**PROMPT**
Please find every line of the listing below where "pixels" occurs and copy it.
§
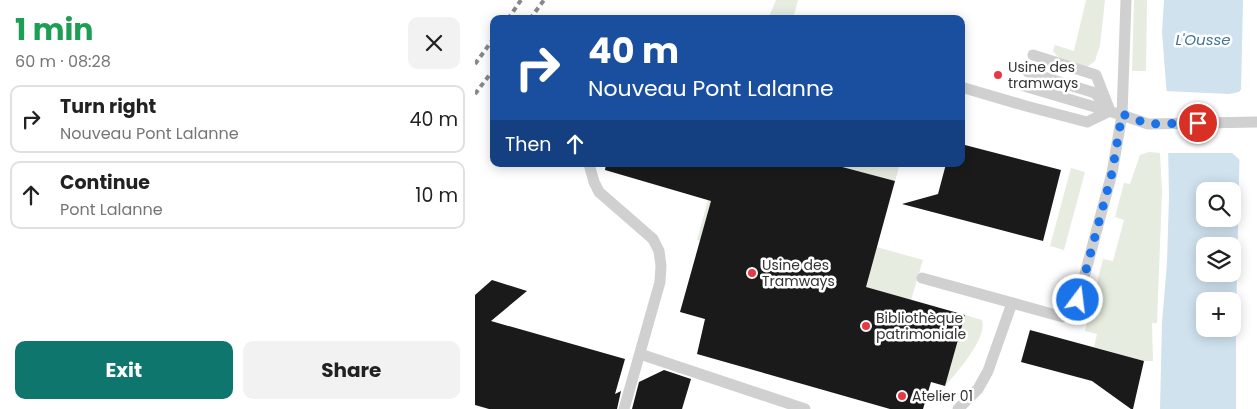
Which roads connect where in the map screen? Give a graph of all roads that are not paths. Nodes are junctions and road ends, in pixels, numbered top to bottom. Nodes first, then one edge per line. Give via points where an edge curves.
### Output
1 (1126, 0) edge
2 (1033, 55) dead end
3 (1028, 72) dead end
4 (1024, 86) dead end
5 (965, 88) edge
6 (1110, 111) junction
7 (1122, 114) junction
8 (1256, 122) edge
9 (590, 167) edge
10 (922, 278) dead end
11 (1012, 302) junction
12 (640, 354) junction
13 (624, 409) edge
14 (805, 409) edge
15 (958, 409) edge

1 - 7 lane
2 - 6 lane via 1096,75
3 - 6 lane via 1095,93
4 - 6 lane
5 - 6 lane via 1087,122
6 - 7 lane
7 - 8 lane via 1148,124
7 - 11 lane via 1112,173 1073,312 1063,317
9 - 12 lane via 599,192 653,239 659,251 660,282
10 - 11 lane
11 - 15 lane via 988,371 978,389
12 - 13 lane
12 - 14 lane

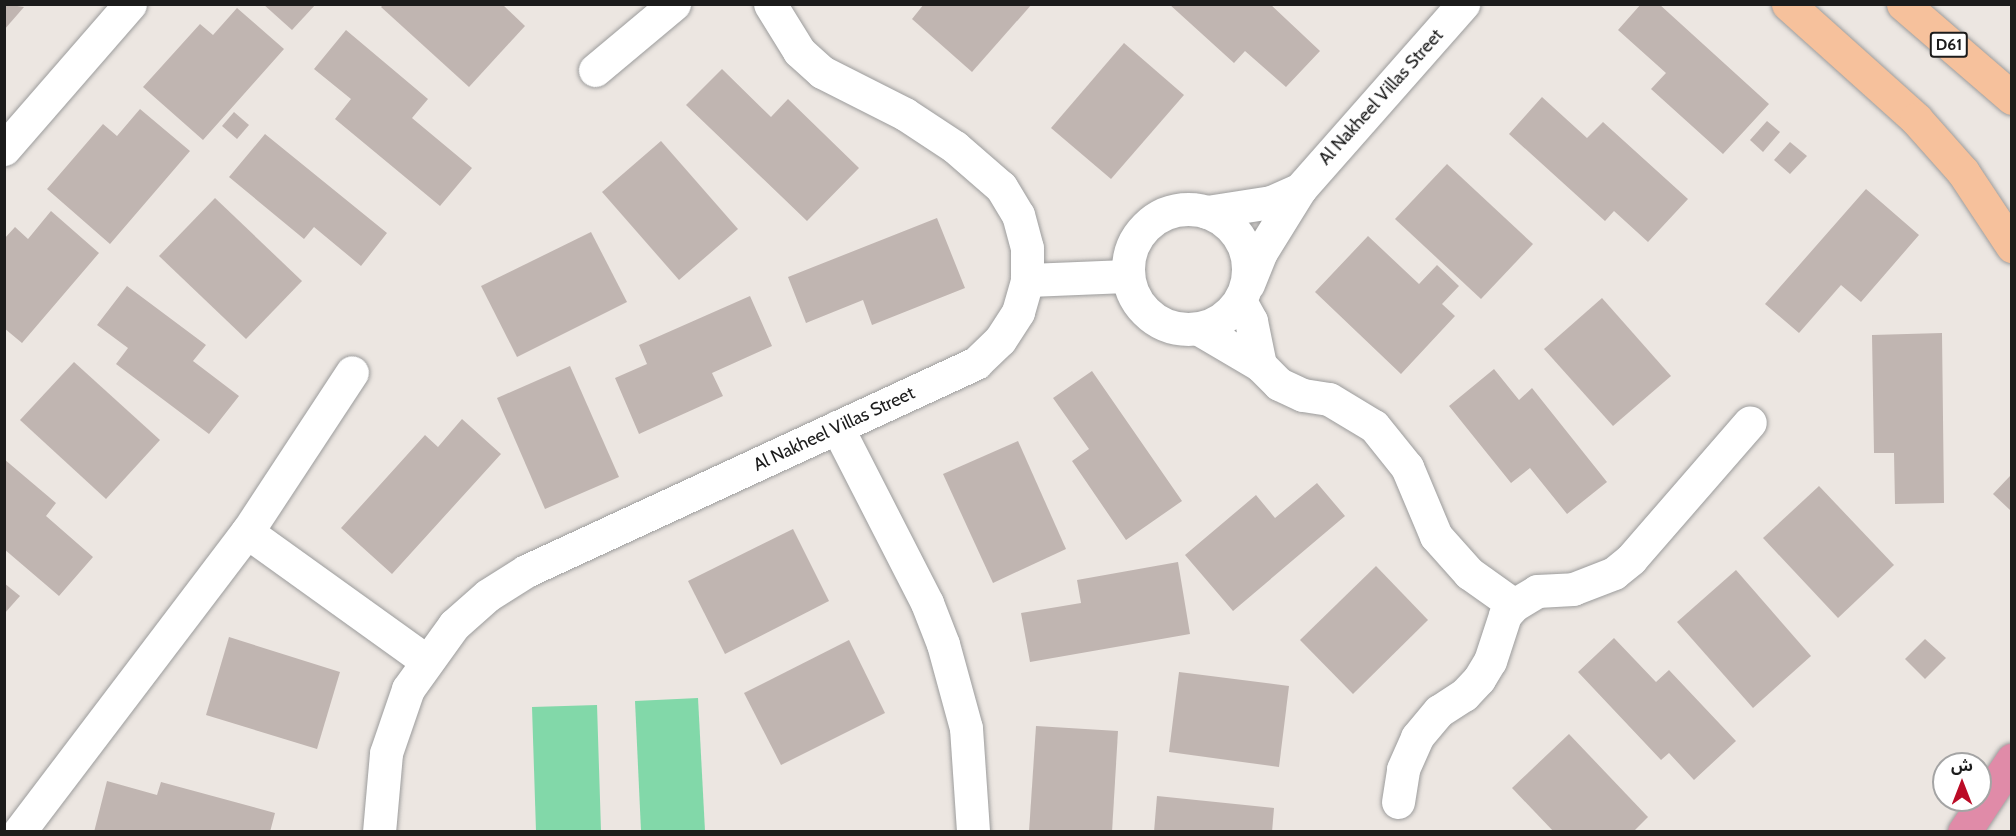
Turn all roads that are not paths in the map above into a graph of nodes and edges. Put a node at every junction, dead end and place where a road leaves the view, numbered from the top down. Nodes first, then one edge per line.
1 (130, 4) edge
2 (674, 4) edge
3 (770, 4) edge
4 (1463, 4) edge
5 (1788, 4) edge
6 (1903, 4) edge
7 (595, 70) dead end
8 (2006, 97) edge
9 (4, 149) edge
10 (1300, 189) junction
11 (1207, 212) junction
12 (2012, 246) edge
13 (1128, 276) junction
14 (1027, 280) junction
15 (1243, 294) junction
16 (1199, 329) junction
17 (1260, 365) junction
18 (352, 372) dead end
19 (1750, 422) dead end
20 (837, 427) junction
21 (247, 532) junction
22 (1514, 605) junction
23 (425, 660) junction
24 (2012, 760) edge
25 (1398, 802) dead end
26 (19, 831) edge
27 (380, 831) edge
28 (973, 831) edge
29 (1964, 831) edge

1 - 9 street
2 - 7 street
3 - 14 street, Al Nakheel Villas Street
4 - 10 street, Al Nakheel Villas Street
5 - 12 main road
6 - 8 main road, D61
10 - 11 street
10 - 15 street
11 - 13 street
11 - 15 street
13 - 14 street
13 - 16 street
14 - 20 street, Al Nakheel Villas Street
15 - 16 street
15 - 17 street
16 - 17 street
17 - 22 street
18 - 21 street
19 - 22 street
20 - 23 street, Al Nakheel Villas Street
20 - 28 street
21 - 23 street
21 - 26 street
22 - 25 street
23 - 27 street, Al Nakheel Villas Street
24 - 29 highway

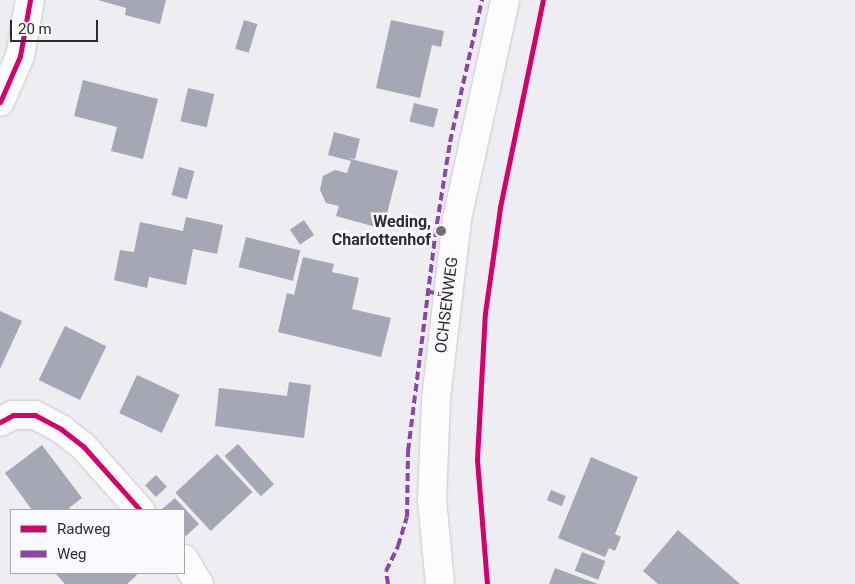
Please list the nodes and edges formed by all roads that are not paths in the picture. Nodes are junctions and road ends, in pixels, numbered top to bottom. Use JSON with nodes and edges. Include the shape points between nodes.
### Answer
{"nodes":[{"id":1,"x":30,"y":0,"type":"edge"},
{"id":2,"x":505,"y":0,"type":"edge"},
{"id":3,"x":0,"y":102,"type":"edge"},
{"id":4,"x":0,"y":422,"type":"edge"},
{"id":5,"x":139,"y":509,"type":"edge"},
{"id":6,"x":185,"y":561,"type":"edge"},
{"id":7,"x":199,"y":584,"type":"edge"},
{"id":8,"x":440,"y":584,"type":"edge"}],
"edges":[{"from":1,"to":3,"type":"main road","via":[[20,56]]},
{"from":2,"to":8,"type":"main road","name":"OCHSENWEG","via":[[457,220],[445,314],[436,399],[432,500]]},
{"from":4,"to":5,"type":"main road","via":[[13,414],[35,415],[61,429],[83,446]]},
{"from":6,"to":7,"type":"main road"}]}
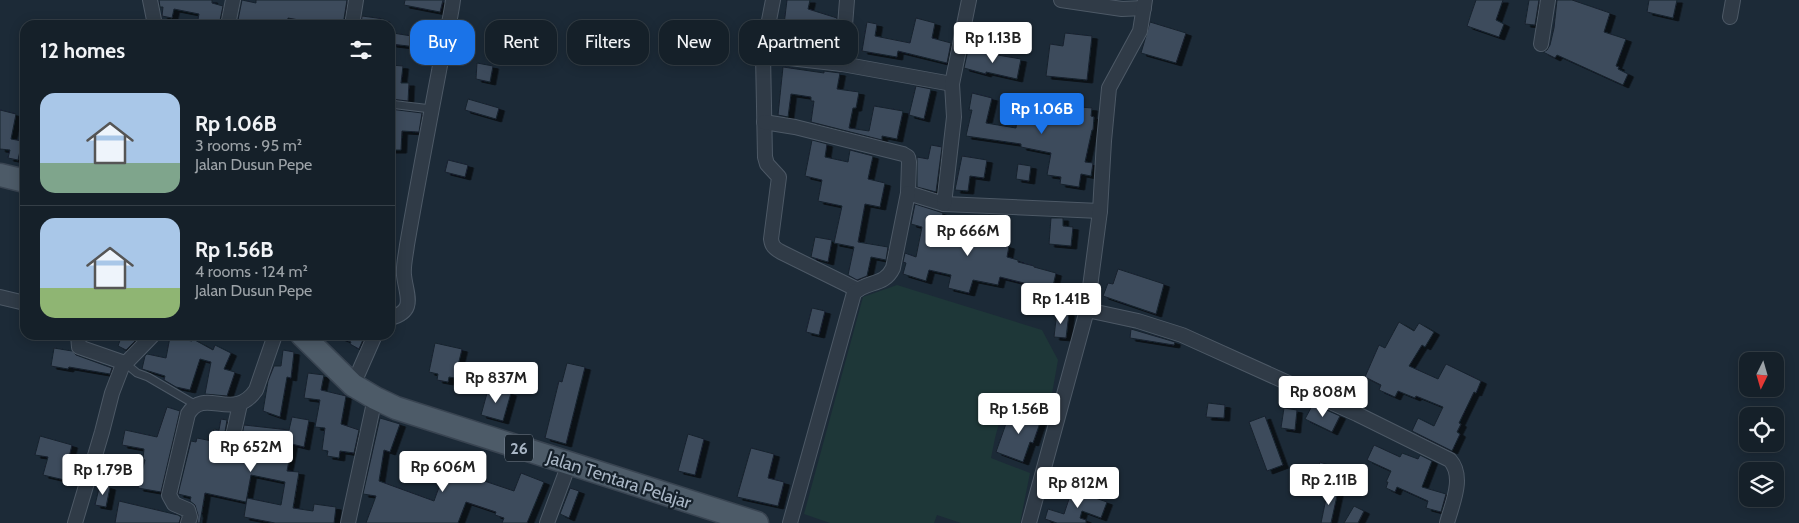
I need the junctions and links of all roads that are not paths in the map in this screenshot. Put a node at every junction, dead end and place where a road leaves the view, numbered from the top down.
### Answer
1 (150, 0) edge
2 (233, 0) edge
3 (356, 0) edge
4 (454, 0) edge
5 (773, 0) edge
6 (847, 0) edge
7 (969, 0) edge
8 (1061, 0) edge
9 (1548, 0) edge
10 (1732, 0) edge
11 (1144, 4) edge
12 (1730, 17) dead end
13 (154, 20) edge
14 (229, 20) edge
15 (353, 20) edge
16 (769, 20) edge
17 (845, 20) edge
18 (1541, 44) dead end
19 (764, 65) edge
20 (848, 65) edge
21 (952, 84) junction
22 (395, 105) edge
23 (431, 109) junction
24 (764, 122) junction
25 (0, 175) edge
26 (20, 180) edge
27 (908, 193) junction
28 (944, 204) junction
29 (1100, 211) junction
30 (858, 290) junction
31 (0, 297) edge
32 (20, 302) edge
33 (1088, 310) junction
34 (395, 316) edge
35 (78, 340) edge
36 (148, 340) edge
37 (273, 340) edge
38 (307, 340) edge
39 (373, 340) edge
40 (126, 363) junction
41 (354, 385) junction
42 (375, 398) junction
43 (240, 404) junction
44 (196, 405) junction
45 (229, 454) dead end
46 (569, 464) junction
47 (750, 522) edge
48 (75, 523) edge
49 (188, 523) edge
50 (348, 523) edge
51 (546, 523) edge
52 (790, 523) edge
53 (1029, 523) edge
54 (1447, 523) edge

1 - 13 street
2 - 14 street
3 - 15 street
4 - 23 street
5 - 16 street
6 - 17 street
7 - 21 street
8 - 11 street
9 - 18 street
10 - 12 street
11 - 29 street
19 - 24 street
20 - 21 street
21 - 28 street
22 - 23 lane
23 - 34 street
24 - 27 street
24 - 30 street
25 - 26 main road
27 - 28 street
27 - 30 street
28 - 29 street
29 - 33 street
30 - 52 street
31 - 32 street
33 - 53 street
33 - 54 street
35 - 40 street
36 - 40 street
37 - 43 street
38 - 41 main road, Jalan Tentara Pelajar / 26
39 - 41 street
40 - 44 lane
40 - 48 street
41 - 42 main road, Jalan Tentara Pelajar / 26
42 - 46 main road, Jalan Tentara Pelajar / 26
42 - 50 street
43 - 44 street
43 - 45 street
44 - 49 street
46 - 47 main road, Jalan Tentara Pelajar / 26
46 - 51 street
§
**RESPONSE TO THE TASK**
Which roads connect where in the map screen? Give a graph of all roads that are not paths. Nodes are junctions and road ends, in pixels, numbered top to bottom. Nodes first, then one edge per line. Give via points where an edge curves.
Please list the nodes and edges formed by all roads that are not paths in the picture. Nodes are junctions and road ends, in pixels, numbered top to bottom. Use JSON with nodes and edges. Include the shape points between nodes.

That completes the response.